There has been a long history of these religious approaches to diet influencing scientific research. If we discount all science done by ideologically biased institutions such as those in this study the actual field looks very different. If we further discount known bad methodologies, for example food frequency questionnaires (FFQs) which are shown to be absolutely inaccurate in most cases, then we again find less support for the conclusion that plant based diets are better for humans than meat based diets. In fact, we will find that there are almost no interventional studies of any length that even potentially could tell us that a meat based diet is worse than a plant based diet.
In most cases the researchers fail the very first step of defining plant based, meat based, high carb, low carb, ketogenic, Mediterranean, and so on. The studies are all way too short, most being done over less than 12 weeks, and very few have any sort of cross over or similar control. Most of the studies are purely observational and have no intervention, so no change can seen as causally linked to an outcome. Most studies are funded in such a way as to bias the outcomes. Most studies are not preregistered. Many suffer from p hacking. Many have no clear outcome measure but instead target a proxy, for example blood cholesterol, but they do not actually look at the true target outcome, heart disease and death.

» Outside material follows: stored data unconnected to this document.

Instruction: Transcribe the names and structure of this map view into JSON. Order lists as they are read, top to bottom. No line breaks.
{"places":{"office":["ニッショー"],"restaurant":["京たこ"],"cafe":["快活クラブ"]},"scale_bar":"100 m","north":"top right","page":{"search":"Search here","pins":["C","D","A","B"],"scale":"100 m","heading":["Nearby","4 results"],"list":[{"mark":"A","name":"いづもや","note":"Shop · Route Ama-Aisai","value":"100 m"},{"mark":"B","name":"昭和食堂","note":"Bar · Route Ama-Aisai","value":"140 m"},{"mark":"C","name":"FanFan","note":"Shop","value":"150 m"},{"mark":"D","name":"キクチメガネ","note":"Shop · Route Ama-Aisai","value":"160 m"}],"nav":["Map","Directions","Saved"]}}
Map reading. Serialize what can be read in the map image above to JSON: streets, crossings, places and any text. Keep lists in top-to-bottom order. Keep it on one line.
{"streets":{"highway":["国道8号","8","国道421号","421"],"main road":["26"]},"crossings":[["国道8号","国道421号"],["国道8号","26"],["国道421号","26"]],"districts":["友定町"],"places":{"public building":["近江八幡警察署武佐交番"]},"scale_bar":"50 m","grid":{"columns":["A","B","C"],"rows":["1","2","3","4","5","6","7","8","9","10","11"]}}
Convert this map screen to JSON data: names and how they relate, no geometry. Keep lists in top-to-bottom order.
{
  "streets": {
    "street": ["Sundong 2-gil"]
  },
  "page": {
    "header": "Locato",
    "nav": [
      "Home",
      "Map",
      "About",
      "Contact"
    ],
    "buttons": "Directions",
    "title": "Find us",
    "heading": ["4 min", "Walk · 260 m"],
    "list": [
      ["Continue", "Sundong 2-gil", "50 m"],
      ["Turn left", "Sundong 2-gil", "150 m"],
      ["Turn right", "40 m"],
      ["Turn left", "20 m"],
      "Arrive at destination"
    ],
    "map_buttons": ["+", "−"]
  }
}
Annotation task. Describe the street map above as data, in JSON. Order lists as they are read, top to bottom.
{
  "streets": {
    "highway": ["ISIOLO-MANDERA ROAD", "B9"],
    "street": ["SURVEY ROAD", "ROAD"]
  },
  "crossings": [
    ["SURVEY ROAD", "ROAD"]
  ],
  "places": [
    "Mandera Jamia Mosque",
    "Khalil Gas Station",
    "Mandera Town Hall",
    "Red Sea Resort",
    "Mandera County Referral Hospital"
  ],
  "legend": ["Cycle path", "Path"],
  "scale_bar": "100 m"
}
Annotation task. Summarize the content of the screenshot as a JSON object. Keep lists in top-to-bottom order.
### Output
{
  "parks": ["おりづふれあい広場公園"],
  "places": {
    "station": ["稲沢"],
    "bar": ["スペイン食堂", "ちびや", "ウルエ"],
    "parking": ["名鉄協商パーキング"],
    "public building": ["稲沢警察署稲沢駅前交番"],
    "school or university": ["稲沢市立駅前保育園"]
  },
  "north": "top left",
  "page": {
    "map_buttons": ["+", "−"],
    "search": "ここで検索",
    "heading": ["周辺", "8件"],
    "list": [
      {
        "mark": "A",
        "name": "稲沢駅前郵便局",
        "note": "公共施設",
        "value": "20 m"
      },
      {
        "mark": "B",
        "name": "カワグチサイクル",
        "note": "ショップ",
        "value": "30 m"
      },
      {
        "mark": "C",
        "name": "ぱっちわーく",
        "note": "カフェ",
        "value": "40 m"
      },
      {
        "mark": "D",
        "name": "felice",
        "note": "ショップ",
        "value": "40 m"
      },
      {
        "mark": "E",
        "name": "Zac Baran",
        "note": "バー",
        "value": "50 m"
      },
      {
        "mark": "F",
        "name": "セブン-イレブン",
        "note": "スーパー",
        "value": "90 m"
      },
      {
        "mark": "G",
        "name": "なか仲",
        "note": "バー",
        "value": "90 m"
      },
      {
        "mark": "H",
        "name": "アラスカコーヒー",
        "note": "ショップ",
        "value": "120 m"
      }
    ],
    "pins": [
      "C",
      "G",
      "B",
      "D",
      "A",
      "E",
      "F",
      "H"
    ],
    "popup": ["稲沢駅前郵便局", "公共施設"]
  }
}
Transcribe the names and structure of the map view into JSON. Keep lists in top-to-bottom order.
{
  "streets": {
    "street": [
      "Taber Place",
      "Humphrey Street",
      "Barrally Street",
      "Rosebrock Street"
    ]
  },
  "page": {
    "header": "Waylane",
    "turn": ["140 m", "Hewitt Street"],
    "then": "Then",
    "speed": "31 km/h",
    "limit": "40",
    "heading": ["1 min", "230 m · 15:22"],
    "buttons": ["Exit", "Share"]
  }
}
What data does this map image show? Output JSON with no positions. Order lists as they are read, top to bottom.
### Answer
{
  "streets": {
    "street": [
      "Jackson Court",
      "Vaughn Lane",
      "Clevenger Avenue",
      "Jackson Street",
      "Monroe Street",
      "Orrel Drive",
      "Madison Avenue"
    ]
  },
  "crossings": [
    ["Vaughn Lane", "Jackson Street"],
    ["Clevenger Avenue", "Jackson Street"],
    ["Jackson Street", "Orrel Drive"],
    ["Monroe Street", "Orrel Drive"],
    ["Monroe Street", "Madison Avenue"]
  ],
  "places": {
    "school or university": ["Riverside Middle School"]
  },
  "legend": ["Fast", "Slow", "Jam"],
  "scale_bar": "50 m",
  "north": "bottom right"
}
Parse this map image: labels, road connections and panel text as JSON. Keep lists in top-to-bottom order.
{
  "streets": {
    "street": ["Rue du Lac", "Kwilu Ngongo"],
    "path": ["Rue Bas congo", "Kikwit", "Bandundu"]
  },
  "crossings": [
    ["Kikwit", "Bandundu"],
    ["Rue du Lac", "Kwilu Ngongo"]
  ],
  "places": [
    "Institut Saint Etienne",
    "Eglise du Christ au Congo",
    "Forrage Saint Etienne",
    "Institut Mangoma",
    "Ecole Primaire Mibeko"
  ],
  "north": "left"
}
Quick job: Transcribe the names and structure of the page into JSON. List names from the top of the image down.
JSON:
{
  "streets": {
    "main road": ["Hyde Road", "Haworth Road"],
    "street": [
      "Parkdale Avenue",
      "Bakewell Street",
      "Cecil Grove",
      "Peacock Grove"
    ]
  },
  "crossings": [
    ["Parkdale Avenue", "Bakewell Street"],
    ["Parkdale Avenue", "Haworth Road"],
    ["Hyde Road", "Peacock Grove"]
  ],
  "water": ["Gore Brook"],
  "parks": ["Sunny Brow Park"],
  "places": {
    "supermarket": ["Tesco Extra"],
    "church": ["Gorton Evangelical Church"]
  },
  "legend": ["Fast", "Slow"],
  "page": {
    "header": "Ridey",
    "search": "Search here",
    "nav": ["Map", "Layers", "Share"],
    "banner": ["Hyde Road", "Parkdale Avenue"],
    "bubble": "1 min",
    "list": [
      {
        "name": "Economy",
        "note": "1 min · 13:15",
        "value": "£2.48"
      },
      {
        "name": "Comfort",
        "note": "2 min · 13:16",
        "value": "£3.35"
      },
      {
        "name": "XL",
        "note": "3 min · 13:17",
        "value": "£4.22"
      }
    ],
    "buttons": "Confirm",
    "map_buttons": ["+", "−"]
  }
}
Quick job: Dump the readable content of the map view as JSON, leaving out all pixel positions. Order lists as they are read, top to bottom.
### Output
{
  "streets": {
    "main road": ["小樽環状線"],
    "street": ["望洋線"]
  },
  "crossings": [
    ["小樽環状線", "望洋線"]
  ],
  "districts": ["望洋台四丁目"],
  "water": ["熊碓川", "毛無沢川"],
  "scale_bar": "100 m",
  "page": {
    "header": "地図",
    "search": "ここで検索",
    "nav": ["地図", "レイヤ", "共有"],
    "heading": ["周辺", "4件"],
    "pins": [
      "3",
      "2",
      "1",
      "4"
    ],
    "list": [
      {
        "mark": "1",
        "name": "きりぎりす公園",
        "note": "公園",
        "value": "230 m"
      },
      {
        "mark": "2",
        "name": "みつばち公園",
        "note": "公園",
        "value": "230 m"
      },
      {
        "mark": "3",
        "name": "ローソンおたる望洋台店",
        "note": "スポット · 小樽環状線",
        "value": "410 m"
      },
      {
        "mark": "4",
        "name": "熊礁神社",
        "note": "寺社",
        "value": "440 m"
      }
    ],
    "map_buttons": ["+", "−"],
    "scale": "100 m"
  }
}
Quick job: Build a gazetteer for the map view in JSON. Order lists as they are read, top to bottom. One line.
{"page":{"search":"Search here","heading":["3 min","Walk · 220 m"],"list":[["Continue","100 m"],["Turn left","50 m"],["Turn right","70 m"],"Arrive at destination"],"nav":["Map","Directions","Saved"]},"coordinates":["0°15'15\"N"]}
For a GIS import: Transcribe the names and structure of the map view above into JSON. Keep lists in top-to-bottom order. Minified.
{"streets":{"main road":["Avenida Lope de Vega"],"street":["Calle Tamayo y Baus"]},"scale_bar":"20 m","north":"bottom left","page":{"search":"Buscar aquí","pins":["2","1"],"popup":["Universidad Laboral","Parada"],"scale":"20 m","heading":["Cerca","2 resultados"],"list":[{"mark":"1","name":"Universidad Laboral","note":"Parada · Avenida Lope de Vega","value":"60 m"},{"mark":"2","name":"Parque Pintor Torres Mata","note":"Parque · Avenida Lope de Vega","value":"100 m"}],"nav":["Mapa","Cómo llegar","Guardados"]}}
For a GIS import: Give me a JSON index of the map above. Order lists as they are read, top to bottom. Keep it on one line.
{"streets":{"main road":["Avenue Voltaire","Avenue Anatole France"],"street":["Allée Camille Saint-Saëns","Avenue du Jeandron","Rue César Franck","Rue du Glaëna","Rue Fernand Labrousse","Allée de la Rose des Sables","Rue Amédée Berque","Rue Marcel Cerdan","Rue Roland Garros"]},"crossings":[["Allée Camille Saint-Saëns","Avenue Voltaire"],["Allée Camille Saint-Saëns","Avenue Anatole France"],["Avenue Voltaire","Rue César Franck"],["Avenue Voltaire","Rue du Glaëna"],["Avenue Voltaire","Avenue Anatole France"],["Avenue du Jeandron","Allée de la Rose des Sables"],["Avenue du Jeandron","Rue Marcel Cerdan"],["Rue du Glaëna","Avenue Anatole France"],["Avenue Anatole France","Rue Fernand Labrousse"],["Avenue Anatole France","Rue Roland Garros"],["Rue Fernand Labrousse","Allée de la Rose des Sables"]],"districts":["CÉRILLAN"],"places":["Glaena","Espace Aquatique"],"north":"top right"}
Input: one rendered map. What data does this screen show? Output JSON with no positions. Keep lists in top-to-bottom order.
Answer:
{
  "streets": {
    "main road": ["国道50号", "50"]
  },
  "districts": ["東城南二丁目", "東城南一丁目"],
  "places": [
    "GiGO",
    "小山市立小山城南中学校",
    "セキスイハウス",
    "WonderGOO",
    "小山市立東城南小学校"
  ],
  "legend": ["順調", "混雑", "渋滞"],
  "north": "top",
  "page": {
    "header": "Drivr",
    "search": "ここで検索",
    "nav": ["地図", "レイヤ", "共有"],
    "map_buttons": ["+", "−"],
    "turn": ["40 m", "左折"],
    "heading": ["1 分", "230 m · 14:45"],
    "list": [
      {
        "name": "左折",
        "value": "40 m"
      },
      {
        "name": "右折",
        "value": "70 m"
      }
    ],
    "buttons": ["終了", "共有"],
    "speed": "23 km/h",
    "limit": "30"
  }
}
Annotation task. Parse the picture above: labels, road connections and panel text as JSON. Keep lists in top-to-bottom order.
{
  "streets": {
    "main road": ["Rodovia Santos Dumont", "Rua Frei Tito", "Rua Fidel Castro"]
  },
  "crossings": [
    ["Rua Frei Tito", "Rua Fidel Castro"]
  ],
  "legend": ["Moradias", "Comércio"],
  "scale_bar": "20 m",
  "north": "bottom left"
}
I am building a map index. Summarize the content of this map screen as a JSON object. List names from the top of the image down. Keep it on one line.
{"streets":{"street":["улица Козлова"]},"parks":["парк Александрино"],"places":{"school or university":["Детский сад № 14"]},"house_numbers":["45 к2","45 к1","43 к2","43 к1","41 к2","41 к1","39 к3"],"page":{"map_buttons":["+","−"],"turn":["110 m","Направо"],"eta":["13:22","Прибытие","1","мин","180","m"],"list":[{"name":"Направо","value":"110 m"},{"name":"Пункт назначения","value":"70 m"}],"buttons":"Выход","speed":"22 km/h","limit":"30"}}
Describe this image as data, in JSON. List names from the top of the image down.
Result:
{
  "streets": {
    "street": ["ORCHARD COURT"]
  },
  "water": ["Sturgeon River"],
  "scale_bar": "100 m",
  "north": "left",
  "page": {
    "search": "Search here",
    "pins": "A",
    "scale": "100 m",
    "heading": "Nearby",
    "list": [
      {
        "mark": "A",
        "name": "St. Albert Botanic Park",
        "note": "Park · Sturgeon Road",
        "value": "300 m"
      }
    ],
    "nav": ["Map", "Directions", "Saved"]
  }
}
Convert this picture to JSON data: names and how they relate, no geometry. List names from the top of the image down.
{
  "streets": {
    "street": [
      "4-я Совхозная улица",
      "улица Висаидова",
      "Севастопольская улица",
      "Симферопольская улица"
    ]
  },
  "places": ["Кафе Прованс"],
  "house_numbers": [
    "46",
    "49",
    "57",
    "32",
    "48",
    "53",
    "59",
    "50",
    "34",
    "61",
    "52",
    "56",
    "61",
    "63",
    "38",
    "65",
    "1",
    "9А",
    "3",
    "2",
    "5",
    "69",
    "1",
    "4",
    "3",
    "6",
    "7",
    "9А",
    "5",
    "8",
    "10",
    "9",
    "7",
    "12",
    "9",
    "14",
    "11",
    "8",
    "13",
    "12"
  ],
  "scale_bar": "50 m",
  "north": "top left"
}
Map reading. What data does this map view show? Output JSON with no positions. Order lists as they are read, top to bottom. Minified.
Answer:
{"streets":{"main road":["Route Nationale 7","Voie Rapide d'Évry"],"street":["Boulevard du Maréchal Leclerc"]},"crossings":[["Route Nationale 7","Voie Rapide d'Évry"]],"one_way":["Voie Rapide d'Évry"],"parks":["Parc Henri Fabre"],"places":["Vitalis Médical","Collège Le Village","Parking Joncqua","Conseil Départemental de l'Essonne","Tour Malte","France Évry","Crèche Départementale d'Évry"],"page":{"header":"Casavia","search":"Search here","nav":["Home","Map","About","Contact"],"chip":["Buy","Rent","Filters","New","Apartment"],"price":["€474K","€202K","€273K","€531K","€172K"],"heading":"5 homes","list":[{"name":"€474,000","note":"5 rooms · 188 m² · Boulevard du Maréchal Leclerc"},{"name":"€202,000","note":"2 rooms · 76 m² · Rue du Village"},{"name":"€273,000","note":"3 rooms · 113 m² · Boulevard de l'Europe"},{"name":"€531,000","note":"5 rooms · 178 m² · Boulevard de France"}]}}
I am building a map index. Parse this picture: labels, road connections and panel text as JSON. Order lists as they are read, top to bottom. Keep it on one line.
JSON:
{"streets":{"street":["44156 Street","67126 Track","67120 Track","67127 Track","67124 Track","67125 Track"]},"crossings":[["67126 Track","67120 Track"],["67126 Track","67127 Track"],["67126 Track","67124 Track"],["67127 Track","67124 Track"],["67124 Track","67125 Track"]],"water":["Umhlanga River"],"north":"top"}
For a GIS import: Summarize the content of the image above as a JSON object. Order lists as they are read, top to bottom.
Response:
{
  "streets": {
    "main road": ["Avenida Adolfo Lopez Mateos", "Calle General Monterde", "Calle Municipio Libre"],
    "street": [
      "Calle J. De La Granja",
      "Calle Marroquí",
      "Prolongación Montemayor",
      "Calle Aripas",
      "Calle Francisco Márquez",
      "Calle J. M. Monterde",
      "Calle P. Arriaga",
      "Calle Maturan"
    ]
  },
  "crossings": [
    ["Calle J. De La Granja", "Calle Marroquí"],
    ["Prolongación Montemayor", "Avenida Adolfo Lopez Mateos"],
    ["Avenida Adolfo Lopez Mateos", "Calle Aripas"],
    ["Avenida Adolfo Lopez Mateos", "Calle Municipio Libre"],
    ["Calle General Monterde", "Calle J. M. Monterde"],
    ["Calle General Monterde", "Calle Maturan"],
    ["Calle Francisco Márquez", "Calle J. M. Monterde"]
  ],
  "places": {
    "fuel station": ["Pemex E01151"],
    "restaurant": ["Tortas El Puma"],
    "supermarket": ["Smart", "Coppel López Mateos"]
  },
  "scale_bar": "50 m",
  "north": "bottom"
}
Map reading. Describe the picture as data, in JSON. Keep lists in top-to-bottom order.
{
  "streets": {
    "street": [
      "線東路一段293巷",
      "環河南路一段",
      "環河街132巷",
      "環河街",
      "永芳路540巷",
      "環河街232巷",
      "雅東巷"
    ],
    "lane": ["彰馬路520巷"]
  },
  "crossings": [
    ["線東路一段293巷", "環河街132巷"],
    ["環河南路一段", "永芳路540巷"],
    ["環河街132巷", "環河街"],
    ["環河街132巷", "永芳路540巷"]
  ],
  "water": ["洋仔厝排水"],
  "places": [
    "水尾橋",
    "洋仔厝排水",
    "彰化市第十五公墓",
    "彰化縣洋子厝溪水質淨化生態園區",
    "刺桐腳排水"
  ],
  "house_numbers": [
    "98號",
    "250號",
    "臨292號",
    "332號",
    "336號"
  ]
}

The whole field of nutritional science is unfortunately very unreliable at this time due to ideological and financial conflicts of interest. This study is a great example. Given that it is well known that FFQs are unreliable why was this study approved at the outset? Why was a further clarification of the actual diets of participants not taken at some point in the study, even from a subset? Why is this type of study funded, executed, and then passed through peer review? If this arrived on my desk I would not approve it for publication simple for methodological reasons. Why does the journal allow a title which is so provocative and clearly useful for pushing an agenda when their supposed scientific credibility are riding on their reputation as gatekeepers of truth?
If we had real science I would be keen to see it. This does not meet that level of quality and the continued publication of this type of unfit paper is dragging down the whole scientific endeavour. If we continue to allow people to claim to know what they cannot show we will end up believing anything and making grave mistakes in our choices about how to live.